(Stored data)
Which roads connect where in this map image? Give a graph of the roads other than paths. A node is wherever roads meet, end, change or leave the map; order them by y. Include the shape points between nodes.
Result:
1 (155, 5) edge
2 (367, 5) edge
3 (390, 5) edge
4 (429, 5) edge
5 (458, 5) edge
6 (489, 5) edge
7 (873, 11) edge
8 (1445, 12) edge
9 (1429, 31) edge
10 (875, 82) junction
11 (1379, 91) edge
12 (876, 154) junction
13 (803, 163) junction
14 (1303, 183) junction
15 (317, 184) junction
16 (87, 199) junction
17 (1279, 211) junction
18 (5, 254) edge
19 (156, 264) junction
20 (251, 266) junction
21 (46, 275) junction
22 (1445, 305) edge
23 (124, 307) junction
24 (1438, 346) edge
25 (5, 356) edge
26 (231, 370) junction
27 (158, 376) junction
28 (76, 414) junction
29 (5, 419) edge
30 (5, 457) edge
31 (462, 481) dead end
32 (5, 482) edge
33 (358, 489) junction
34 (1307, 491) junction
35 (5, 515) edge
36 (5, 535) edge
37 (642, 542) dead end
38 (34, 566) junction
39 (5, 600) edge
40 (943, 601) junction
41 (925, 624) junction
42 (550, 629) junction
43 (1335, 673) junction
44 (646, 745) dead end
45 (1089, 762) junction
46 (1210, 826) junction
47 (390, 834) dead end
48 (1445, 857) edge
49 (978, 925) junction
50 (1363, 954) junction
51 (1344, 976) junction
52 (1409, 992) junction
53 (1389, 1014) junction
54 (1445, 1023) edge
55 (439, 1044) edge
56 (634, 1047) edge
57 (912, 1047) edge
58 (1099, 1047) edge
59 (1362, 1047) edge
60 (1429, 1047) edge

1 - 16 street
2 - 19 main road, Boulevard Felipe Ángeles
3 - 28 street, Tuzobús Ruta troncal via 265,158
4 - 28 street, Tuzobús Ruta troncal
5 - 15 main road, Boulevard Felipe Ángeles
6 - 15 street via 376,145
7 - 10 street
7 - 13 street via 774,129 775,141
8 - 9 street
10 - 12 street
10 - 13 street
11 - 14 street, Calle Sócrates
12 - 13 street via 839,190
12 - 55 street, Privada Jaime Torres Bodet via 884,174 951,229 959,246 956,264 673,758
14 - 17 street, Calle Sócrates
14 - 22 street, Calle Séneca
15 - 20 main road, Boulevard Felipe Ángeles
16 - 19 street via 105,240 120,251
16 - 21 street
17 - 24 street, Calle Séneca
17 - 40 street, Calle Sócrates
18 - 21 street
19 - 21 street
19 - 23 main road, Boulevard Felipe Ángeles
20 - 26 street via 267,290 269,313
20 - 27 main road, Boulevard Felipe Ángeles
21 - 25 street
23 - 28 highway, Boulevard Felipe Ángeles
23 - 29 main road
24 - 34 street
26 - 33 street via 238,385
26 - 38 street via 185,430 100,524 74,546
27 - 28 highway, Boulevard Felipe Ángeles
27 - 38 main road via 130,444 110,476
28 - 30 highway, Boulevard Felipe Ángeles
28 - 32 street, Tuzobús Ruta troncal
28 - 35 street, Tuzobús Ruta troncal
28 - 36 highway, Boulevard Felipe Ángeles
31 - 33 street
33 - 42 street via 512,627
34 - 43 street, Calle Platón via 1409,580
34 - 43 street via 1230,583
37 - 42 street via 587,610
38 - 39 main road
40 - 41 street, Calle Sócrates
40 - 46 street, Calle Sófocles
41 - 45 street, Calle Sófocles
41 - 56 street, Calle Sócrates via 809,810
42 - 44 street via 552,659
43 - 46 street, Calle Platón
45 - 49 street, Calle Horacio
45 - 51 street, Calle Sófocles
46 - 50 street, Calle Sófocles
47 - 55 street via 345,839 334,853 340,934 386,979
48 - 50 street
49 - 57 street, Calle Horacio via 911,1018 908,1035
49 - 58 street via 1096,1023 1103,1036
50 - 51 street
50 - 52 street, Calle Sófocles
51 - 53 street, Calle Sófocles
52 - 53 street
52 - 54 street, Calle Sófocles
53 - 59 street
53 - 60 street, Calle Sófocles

* * *

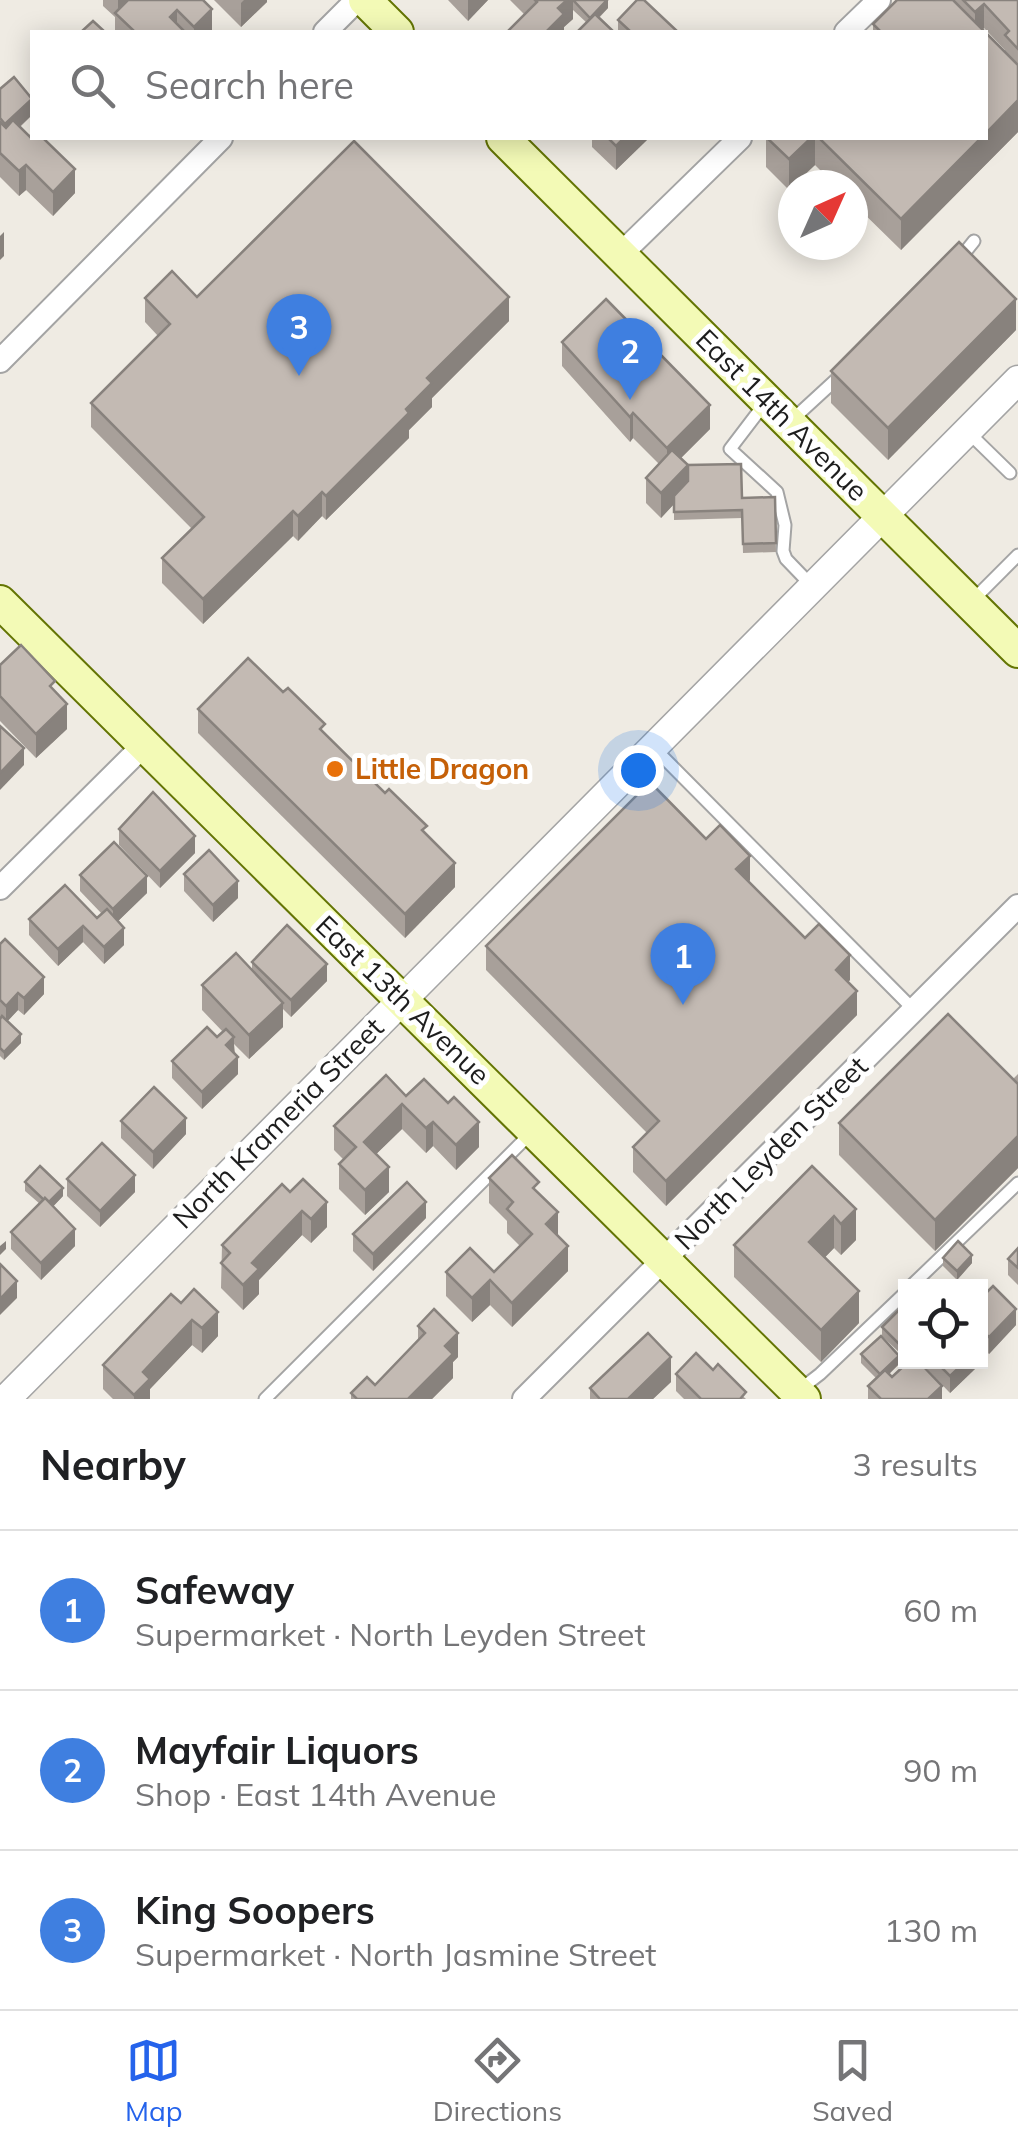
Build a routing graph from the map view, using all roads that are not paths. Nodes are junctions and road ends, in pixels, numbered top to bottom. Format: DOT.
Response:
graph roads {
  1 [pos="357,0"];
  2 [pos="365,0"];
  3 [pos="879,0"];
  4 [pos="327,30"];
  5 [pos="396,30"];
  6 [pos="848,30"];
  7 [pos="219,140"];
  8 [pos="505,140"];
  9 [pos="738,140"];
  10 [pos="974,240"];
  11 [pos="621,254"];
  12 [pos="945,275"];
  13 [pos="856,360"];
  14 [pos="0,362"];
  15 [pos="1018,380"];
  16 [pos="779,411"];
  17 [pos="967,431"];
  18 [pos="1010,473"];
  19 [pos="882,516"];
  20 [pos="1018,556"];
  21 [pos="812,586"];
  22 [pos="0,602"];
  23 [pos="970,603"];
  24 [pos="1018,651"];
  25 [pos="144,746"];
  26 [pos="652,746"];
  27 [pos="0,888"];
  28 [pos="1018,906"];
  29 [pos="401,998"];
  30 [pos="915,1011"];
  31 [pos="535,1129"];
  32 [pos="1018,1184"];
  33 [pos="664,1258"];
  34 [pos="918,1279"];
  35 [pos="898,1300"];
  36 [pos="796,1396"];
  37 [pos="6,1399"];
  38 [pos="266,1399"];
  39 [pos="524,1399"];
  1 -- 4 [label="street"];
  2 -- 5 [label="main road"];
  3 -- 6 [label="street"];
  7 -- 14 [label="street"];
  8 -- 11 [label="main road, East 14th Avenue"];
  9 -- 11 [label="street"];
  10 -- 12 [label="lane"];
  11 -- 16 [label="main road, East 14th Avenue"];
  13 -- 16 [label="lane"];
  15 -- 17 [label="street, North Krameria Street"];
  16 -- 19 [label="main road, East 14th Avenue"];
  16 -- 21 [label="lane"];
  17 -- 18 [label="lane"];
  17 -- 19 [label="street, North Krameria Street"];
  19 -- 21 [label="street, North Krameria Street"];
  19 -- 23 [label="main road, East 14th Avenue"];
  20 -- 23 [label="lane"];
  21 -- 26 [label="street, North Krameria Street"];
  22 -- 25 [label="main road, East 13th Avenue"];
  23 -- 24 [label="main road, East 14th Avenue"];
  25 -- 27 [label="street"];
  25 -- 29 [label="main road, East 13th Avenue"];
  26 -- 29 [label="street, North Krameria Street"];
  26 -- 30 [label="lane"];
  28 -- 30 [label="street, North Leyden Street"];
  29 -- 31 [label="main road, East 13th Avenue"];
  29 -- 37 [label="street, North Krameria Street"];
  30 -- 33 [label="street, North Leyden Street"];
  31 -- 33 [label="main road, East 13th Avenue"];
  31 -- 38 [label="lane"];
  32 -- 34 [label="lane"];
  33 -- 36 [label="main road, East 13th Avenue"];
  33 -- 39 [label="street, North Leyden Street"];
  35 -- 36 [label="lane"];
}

---

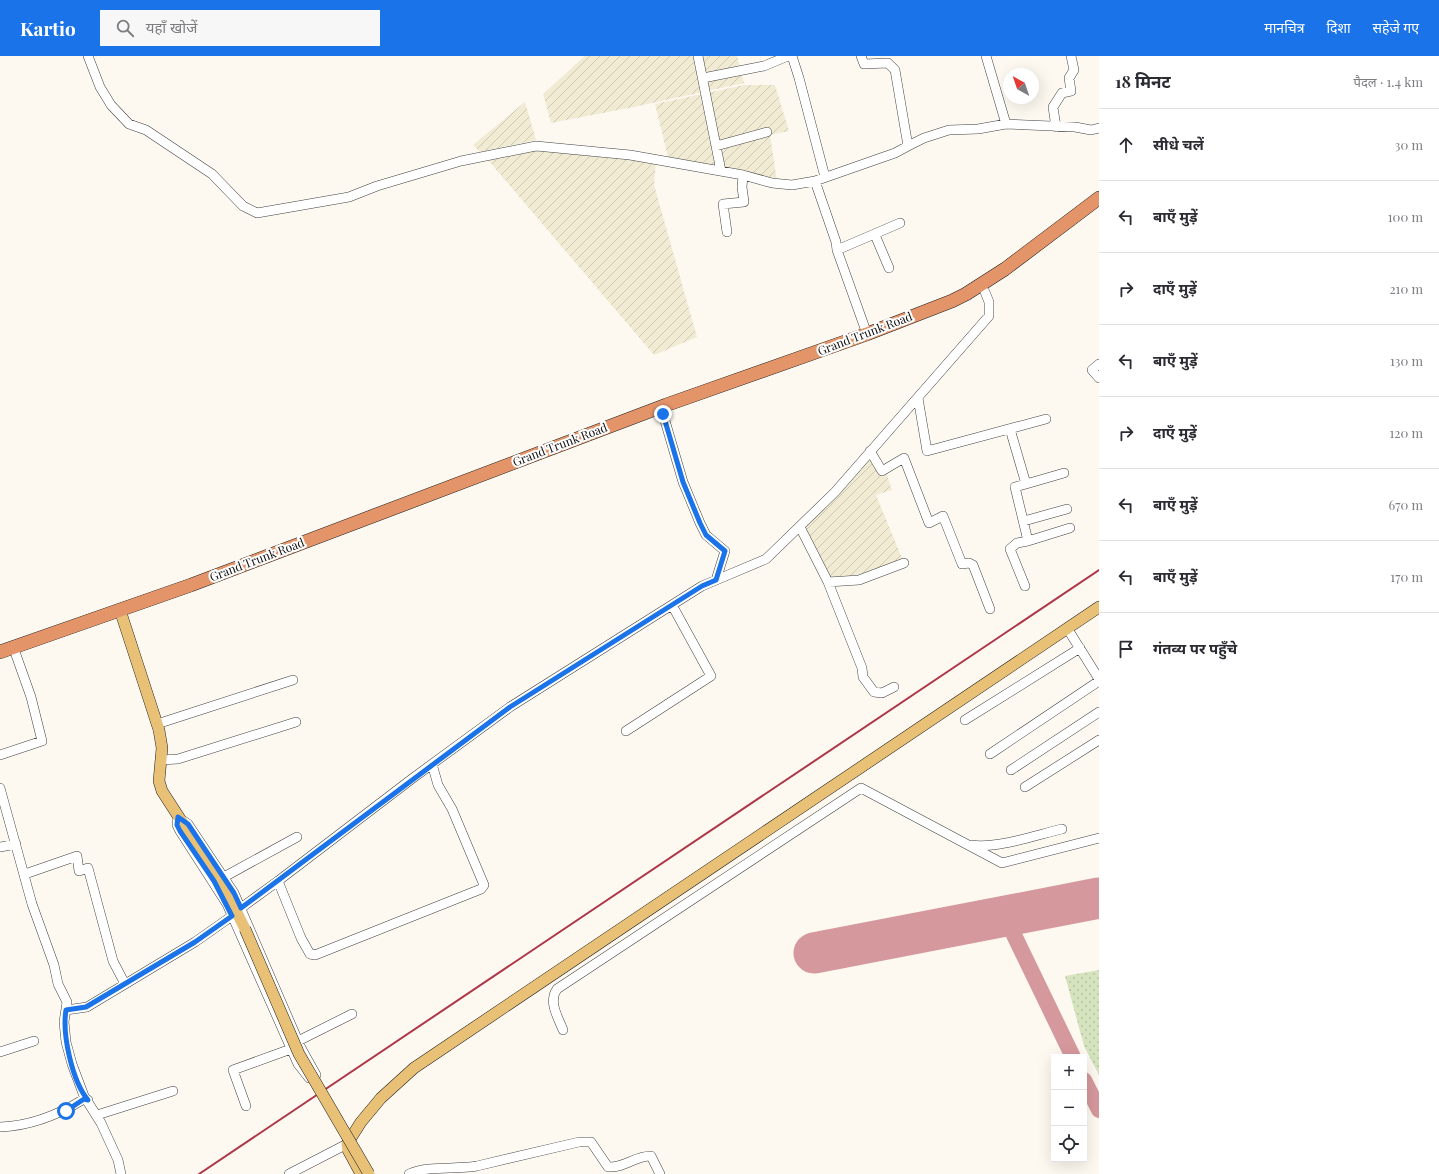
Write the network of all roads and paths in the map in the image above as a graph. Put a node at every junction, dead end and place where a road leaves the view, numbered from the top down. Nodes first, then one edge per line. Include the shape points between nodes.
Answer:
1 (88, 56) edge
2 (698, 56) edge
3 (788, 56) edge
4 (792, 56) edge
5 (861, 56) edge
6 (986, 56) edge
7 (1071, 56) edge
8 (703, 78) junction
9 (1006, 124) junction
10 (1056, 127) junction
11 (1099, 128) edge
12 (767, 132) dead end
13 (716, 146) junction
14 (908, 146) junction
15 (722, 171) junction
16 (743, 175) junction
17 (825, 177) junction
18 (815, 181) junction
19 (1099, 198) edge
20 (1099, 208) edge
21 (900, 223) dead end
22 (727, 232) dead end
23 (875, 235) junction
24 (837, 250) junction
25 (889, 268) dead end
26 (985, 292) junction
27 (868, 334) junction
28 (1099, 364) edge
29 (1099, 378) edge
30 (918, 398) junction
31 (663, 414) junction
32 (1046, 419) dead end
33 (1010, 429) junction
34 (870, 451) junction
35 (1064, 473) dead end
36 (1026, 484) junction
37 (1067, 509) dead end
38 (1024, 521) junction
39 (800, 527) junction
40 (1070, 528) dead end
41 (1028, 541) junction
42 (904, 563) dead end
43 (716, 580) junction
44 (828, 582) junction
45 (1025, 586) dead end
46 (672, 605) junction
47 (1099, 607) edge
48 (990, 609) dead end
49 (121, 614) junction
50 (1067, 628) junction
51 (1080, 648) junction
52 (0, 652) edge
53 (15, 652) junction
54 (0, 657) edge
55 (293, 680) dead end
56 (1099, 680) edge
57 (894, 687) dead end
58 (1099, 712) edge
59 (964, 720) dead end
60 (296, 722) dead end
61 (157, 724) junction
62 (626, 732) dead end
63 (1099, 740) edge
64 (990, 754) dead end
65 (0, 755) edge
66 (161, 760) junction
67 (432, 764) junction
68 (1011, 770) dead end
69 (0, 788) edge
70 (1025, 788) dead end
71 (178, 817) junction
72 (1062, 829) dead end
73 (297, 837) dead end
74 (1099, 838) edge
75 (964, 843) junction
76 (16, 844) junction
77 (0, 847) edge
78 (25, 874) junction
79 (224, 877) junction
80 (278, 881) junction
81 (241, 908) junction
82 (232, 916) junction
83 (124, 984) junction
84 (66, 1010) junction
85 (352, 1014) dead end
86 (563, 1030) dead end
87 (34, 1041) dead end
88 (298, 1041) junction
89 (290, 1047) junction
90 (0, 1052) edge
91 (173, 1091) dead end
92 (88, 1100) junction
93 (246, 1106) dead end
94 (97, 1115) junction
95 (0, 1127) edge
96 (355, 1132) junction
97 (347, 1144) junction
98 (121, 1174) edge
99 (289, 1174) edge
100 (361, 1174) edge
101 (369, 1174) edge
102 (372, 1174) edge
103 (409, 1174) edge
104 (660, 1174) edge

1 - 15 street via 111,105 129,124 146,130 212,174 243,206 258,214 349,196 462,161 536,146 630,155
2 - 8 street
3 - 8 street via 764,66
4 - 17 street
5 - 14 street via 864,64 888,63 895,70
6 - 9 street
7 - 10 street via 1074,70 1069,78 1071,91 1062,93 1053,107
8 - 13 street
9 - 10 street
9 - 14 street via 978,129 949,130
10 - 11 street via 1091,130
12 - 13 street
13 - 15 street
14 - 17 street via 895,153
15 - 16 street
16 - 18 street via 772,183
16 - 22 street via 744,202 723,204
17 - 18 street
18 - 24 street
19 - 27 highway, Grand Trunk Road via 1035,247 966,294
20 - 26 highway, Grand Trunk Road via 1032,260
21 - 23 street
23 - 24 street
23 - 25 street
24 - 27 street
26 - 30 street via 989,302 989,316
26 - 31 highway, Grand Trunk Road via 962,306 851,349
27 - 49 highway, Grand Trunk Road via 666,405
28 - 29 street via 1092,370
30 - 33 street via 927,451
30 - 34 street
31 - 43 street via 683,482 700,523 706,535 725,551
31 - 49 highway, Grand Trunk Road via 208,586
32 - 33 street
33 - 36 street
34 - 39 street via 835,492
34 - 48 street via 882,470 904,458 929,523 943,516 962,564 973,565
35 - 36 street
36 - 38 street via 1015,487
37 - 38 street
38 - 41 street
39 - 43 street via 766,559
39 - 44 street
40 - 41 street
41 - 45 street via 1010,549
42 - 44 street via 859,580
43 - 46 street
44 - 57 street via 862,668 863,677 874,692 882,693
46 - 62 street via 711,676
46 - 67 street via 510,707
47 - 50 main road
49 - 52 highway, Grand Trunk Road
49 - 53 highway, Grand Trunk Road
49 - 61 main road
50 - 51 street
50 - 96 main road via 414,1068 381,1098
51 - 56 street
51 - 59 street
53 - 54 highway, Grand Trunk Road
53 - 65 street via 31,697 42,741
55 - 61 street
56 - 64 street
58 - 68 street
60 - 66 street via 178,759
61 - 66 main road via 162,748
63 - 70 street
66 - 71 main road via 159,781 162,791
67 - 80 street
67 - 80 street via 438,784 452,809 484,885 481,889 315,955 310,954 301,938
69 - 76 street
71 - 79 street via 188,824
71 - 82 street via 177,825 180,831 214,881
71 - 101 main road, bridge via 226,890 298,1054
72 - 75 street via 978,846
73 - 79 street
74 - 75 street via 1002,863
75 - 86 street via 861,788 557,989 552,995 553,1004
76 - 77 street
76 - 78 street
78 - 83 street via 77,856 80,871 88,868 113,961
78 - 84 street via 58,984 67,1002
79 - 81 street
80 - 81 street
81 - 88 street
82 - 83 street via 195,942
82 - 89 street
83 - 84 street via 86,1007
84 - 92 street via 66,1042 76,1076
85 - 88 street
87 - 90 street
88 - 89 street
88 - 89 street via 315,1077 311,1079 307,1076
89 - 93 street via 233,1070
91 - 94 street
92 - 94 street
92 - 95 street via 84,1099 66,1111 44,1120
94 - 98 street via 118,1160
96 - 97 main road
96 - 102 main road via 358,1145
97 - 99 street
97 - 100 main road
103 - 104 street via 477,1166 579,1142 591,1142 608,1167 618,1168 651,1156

> _Exercise directions_:
On how many lines above does the word "Felipe" appear? Answer with that figure only.

> _The answer_:
9